Work request:
Restate the lines word for word, from the one containing "Give bounding boxes" through the last line of the entries below, without any other lines.

**** Supplied records

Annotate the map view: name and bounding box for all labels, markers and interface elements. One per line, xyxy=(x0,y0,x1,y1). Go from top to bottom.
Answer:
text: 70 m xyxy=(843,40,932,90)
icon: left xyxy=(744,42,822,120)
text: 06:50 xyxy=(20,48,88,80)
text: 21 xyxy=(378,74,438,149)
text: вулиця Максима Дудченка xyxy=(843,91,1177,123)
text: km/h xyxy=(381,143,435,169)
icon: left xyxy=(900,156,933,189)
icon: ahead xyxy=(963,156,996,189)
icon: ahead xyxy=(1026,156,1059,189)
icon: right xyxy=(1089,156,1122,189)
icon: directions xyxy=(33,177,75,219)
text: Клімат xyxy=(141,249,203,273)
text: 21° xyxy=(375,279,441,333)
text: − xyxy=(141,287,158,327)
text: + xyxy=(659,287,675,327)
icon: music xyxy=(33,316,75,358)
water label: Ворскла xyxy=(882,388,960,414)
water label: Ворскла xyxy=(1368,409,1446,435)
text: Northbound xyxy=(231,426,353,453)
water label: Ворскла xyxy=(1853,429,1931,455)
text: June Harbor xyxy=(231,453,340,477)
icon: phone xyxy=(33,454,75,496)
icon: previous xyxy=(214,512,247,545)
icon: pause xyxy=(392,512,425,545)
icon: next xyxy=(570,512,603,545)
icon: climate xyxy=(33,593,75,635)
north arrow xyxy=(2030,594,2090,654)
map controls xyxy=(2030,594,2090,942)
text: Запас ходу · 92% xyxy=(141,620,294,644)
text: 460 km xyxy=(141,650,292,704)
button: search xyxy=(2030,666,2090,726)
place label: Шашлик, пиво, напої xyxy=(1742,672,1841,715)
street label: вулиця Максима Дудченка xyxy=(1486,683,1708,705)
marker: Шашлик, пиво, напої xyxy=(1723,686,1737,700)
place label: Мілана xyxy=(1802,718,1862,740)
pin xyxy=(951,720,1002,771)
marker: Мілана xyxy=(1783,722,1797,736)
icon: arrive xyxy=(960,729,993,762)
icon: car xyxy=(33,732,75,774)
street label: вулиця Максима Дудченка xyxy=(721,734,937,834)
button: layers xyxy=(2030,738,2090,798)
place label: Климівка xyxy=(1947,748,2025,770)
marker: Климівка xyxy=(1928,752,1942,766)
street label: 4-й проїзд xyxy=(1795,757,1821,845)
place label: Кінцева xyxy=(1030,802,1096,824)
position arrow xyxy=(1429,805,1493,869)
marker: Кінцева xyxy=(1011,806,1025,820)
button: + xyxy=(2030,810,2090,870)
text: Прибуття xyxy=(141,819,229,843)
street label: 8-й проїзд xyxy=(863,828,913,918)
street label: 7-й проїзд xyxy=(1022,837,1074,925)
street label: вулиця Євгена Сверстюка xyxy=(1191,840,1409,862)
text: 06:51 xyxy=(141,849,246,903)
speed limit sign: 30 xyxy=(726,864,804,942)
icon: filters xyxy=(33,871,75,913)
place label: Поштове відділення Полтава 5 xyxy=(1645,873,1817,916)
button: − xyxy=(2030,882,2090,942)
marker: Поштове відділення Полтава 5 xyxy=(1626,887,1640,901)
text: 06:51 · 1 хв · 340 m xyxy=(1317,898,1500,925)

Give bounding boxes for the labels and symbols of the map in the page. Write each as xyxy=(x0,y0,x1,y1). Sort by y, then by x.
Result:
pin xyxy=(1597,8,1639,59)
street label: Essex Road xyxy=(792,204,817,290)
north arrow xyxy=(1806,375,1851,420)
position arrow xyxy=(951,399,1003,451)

********

Finished exercise:
Give bounding boxes for the labels and symbols of the map in the page. Write each as xyxy=(x0,y0,x1,y1). Sort by y, then by x.
Result:
pin xyxy=(1597,8,1639,59)
street label: Essex Road xyxy=(792,204,817,290)
north arrow xyxy=(1806,375,1851,420)
position arrow xyxy=(951,399,1003,451)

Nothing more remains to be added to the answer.